__Information shown__.
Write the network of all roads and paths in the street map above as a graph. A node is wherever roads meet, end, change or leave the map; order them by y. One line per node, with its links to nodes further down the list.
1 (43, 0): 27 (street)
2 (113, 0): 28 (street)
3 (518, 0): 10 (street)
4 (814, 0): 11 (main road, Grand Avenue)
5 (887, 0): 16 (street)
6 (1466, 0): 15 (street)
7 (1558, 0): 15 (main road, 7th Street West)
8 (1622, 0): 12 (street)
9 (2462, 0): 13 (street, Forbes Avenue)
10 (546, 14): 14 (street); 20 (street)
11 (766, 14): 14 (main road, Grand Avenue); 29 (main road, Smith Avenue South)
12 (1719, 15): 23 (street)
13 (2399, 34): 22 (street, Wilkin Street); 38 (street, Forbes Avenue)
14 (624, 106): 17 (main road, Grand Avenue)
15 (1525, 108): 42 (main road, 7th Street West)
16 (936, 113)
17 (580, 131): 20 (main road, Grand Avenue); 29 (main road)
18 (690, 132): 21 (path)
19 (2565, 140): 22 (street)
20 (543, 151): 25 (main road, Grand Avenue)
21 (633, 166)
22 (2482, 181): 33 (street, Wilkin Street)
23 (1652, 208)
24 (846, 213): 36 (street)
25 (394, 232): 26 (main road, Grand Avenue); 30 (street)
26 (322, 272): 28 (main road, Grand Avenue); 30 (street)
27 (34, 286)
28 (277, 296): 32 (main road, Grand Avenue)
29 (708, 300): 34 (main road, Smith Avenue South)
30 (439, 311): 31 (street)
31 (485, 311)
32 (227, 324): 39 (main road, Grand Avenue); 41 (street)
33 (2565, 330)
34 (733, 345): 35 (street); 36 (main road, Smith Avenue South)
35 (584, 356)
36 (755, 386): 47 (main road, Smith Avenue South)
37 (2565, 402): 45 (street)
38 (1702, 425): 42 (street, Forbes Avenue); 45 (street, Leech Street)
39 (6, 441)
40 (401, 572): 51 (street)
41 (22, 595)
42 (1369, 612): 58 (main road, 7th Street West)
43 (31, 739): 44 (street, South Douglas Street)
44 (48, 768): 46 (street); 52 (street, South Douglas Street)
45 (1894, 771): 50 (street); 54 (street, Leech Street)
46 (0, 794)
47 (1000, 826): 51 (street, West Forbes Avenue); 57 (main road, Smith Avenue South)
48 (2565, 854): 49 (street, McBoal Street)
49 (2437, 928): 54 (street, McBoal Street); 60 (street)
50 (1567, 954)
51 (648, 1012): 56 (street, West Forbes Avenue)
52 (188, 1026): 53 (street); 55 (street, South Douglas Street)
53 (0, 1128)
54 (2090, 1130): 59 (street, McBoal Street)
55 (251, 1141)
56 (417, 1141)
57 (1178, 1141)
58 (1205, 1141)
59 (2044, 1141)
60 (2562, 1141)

__Work to complete__.
The records above are to be set down again exactly as written.

__Task answer__.
Write the network of all roads and paths in the street map above as a graph. A node is wherever roads meet, end, change or leave the map; order them by y. One line per node, with its links to nodes further down the list.
1 (43, 0): 27 (street)
2 (113, 0): 28 (street)
3 (518, 0): 10 (street)
4 (814, 0): 11 (main road, Grand Avenue)
5 (887, 0): 16 (street)
6 (1466, 0): 15 (street)
7 (1558, 0): 15 (main road, 7th Street West)
8 (1622, 0): 12 (street)
9 (2462, 0): 13 (street, Forbes Avenue)
10 (546, 14): 14 (street); 20 (street)
11 (766, 14): 14 (main road, Grand Avenue); 29 (main road, Smith Avenue South)
12 (1719, 15): 23 (street)
13 (2399, 34): 22 (street, Wilkin Street); 38 (street, Forbes Avenue)
14 (624, 106): 17 (main road, Grand Avenue)
15 (1525, 108): 42 (main road, 7th Street West)
16 (936, 113)
17 (580, 131): 20 (main road, Grand Avenue); 29 (main road)
18 (690, 132): 21 (path)
19 (2565, 140): 22 (street)
20 (543, 151): 25 (main road, Grand Avenue)
21 (633, 166)
22 (2482, 181): 33 (street, Wilkin Street)
23 (1652, 208)
24 (846, 213): 36 (street)
25 (394, 232): 26 (main road, Grand Avenue); 30 (street)
26 (322, 272): 28 (main road, Grand Avenue); 30 (street)
27 (34, 286)
28 (277, 296): 32 (main road, Grand Avenue)
29 (708, 300): 34 (main road, Smith Avenue South)
30 (439, 311): 31 (street)
31 (485, 311)
32 (227, 324): 39 (main road, Grand Avenue); 41 (street)
33 (2565, 330)
34 (733, 345): 35 (street); 36 (main road, Smith Avenue South)
35 (584, 356)
36 (755, 386): 47 (main road, Smith Avenue South)
37 (2565, 402): 45 (street)
38 (1702, 425): 42 (street, Forbes Avenue); 45 (street, Leech Street)
39 (6, 441)
40 (401, 572): 51 (street)
41 (22, 595)
42 (1369, 612): 58 (main road, 7th Street West)
43 (31, 739): 44 (street, South Douglas Street)
44 (48, 768): 46 (street); 52 (street, South Douglas Street)
45 (1894, 771): 50 (street); 54 (street, Leech Street)
46 (0, 794)
47 (1000, 826): 51 (street, West Forbes Avenue); 57 (main road, Smith Avenue South)
48 (2565, 854): 49 (street, McBoal Street)
49 (2437, 928): 54 (street, McBoal Street); 60 (street)
50 (1567, 954)
51 (648, 1012): 56 (street, West Forbes Avenue)
52 (188, 1026): 53 (street); 55 (street, South Douglas Street)
53 (0, 1128)
54 (2090, 1130): 59 (street, McBoal Street)
55 (251, 1141)
56 (417, 1141)
57 (1178, 1141)
58 (1205, 1141)
59 (2044, 1141)
60 (2562, 1141)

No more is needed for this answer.